--- Task data Enclosed Below ---

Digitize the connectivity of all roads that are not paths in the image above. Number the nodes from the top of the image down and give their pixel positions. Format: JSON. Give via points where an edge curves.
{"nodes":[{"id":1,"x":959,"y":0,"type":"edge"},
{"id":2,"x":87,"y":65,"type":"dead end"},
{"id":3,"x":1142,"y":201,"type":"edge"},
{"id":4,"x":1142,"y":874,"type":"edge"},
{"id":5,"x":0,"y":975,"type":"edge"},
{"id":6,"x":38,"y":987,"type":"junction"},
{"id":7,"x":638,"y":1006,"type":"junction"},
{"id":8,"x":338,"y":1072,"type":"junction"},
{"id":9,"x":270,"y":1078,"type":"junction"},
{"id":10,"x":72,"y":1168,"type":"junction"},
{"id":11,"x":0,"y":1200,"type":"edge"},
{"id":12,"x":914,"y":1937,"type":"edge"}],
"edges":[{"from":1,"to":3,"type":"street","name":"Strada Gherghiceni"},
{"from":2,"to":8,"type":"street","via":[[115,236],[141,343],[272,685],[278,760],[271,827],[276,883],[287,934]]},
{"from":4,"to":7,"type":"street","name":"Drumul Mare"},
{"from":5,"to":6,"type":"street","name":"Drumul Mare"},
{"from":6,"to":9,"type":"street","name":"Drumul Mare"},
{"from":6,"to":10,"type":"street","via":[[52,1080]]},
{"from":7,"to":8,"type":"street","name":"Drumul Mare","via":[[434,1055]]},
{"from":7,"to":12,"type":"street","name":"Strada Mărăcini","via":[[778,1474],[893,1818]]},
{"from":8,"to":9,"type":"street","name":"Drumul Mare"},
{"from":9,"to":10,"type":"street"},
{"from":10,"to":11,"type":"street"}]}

--- End of Enclosed Task data ---

| Work required |
Reproduce every line of the data so that nothing differs from the original.

| Task output |
Digitize the connectivity of all roads that are not paths in the image above. Number the nodes from the top of the image down and give their pixel positions. Format: JSON. Give via points where an edge curves.
{"nodes":[{"id":1,"x":959,"y":0,"type":"edge"},
{"id":2,"x":87,"y":65,"type":"dead end"},
{"id":3,"x":1142,"y":201,"type":"edge"},
{"id":4,"x":1142,"y":874,"type":"edge"},
{"id":5,"x":0,"y":975,"type":"edge"},
{"id":6,"x":38,"y":987,"type":"junction"},
{"id":7,"x":638,"y":1006,"type":"junction"},
{"id":8,"x":338,"y":1072,"type":"junction"},
{"id":9,"x":270,"y":1078,"type":"junction"},
{"id":10,"x":72,"y":1168,"type":"junction"},
{"id":11,"x":0,"y":1200,"type":"edge"},
{"id":12,"x":914,"y":1937,"type":"edge"}],
"edges":[{"from":1,"to":3,"type":"street","name":"Strada Gherghiceni"},
{"from":2,"to":8,"type":"street","via":[[115,236],[141,343],[272,685],[278,760],[271,827],[276,883],[287,934]]},
{"from":4,"to":7,"type":"street","name":"Drumul Mare"},
{"from":5,"to":6,"type":"street","name":"Drumul Mare"},
{"from":6,"to":9,"type":"street","name":"Drumul Mare"},
{"from":6,"to":10,"type":"street","via":[[52,1080]]},
{"from":7,"to":8,"type":"street","name":"Drumul Mare","via":[[434,1055]]},
{"from":7,"to":12,"type":"street","name":"Strada Mărăcini","via":[[778,1474],[893,1818]]},
{"from":8,"to":9,"type":"street","name":"Drumul Mare"},
{"from":9,"to":10,"type":"street"},
{"from":10,"to":11,"type":"street"}]}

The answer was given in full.